CDU-Chef Friedrich Merz: "Die Union wende sich gegen eine haushälterische Maßnahme"
CDU-Chef Friedrich Merz
© Michael Kappeler / DPA
Eine Kreditermächtigung von 60 Milliarden Euro, die ursprünglich zur Pandemiebewältigung gedacht war, kann vorläufig im Energie- und Klimafonds bleiben. Das Bundesverfassungsgericht lehnt einen Eilantrag der Unionsfraktion dagegen ab.

Zur Bekämpfung der Coronakrise gedachte Gelder im Bundeshaushalt dürfen nach einer Entscheidung des Bundesverfassungsgerichts zunächst weiter zugunsten des Klimaschutzes verwendet werden. Das höchste deutsche Gericht folgte einem Eilantrag der Union im Bundestag nicht, die Übertragung der Kreditermächtigung in Höhe von 60 Milliarden Euro im Nachtragshaushalt 2021 zu stoppen. Es wird die Fragen aber in einem Hauptsacheverfahren im Detail prüfen, wie es am Donnerstag in Karlsruhe mitteilte. (Az. 2 BvF 1/22)

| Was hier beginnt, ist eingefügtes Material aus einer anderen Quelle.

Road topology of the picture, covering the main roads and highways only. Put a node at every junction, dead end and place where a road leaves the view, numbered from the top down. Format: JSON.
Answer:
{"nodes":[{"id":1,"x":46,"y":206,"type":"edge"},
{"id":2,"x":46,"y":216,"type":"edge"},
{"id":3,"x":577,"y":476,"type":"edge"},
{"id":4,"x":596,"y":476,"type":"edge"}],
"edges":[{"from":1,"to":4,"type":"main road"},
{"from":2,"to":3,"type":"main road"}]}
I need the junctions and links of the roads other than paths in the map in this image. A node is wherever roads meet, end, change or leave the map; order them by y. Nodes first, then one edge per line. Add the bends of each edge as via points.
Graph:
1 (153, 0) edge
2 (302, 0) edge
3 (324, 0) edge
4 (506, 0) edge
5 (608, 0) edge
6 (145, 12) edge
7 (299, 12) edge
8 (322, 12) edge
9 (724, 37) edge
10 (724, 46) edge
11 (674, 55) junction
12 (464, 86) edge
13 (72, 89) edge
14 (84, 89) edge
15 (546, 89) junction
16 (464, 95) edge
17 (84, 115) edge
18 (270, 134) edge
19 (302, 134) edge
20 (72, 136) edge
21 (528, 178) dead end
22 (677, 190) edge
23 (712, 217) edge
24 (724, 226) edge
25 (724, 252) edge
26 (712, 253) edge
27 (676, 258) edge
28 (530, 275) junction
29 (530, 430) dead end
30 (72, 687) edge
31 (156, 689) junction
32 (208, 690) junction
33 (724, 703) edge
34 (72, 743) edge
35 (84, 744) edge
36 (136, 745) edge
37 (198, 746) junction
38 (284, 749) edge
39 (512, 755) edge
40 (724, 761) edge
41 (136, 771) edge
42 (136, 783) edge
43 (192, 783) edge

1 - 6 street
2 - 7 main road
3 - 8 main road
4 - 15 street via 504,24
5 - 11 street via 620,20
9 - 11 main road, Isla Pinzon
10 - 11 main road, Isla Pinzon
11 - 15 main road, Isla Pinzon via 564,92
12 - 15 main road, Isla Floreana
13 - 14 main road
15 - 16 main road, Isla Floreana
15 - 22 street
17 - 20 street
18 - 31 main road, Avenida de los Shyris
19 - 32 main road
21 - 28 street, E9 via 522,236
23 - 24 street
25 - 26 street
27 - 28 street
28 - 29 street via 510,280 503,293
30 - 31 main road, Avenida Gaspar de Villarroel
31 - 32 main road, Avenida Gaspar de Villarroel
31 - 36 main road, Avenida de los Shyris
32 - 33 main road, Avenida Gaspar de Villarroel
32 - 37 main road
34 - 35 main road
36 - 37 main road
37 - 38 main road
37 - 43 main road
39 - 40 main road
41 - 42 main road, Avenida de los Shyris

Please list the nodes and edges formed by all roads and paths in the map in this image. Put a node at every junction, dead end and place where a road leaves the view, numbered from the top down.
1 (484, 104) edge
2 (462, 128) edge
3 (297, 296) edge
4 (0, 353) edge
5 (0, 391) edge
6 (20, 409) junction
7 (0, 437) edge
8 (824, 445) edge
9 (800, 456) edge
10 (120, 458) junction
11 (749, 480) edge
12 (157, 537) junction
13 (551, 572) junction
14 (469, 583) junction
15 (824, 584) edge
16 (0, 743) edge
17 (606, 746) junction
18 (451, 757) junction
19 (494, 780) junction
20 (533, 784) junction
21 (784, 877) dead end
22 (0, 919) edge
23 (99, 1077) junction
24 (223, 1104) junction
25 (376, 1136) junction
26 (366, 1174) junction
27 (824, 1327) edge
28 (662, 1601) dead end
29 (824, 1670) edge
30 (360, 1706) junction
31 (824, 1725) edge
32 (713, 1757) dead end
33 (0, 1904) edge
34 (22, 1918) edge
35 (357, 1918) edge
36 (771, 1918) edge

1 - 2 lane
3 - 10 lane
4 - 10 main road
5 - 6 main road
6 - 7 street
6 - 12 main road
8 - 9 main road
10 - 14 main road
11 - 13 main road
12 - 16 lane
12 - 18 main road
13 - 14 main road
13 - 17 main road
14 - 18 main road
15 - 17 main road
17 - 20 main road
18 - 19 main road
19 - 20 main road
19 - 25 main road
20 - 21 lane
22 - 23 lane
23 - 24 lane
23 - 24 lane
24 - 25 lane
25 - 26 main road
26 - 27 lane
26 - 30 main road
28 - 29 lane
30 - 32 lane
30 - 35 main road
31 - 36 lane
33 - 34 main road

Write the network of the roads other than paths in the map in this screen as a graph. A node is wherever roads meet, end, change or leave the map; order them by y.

Zur Begründung hieß es, die Folgen einer einstweiligen Anordnung wären zu schwer gewesen, sollte sich später im Hauptsacheverfahren herausstellen, dass die Änderungen doch verfassungskonform sind. Als Beispiel nannte der Zweite Senat, dass die sogenannte EEG-Umlage dann womöglich nicht mehr aus den umgeschichteten Mitteln finanziert werden könnte, was mit einer Strompreiserhöhung und Mehrbelastungen für Verbraucher und Unternehmen verbunden wäre.

Union übt Kritik an Nachtragshaushalt

Die Union im Bundestag findet, dass mit den Haushaltsänderungen die Schuldenbremse umgangen werde. Fraktionschef Friedrich Merz (CDU) hatte bei der Vorstellung der Klage betont, diese richte sich nicht gegen ausreichende Mittel zur Bewältigung der Klimakrise. Die Union wende sich ausschließlich gegen eine haushälterische Maßnahme.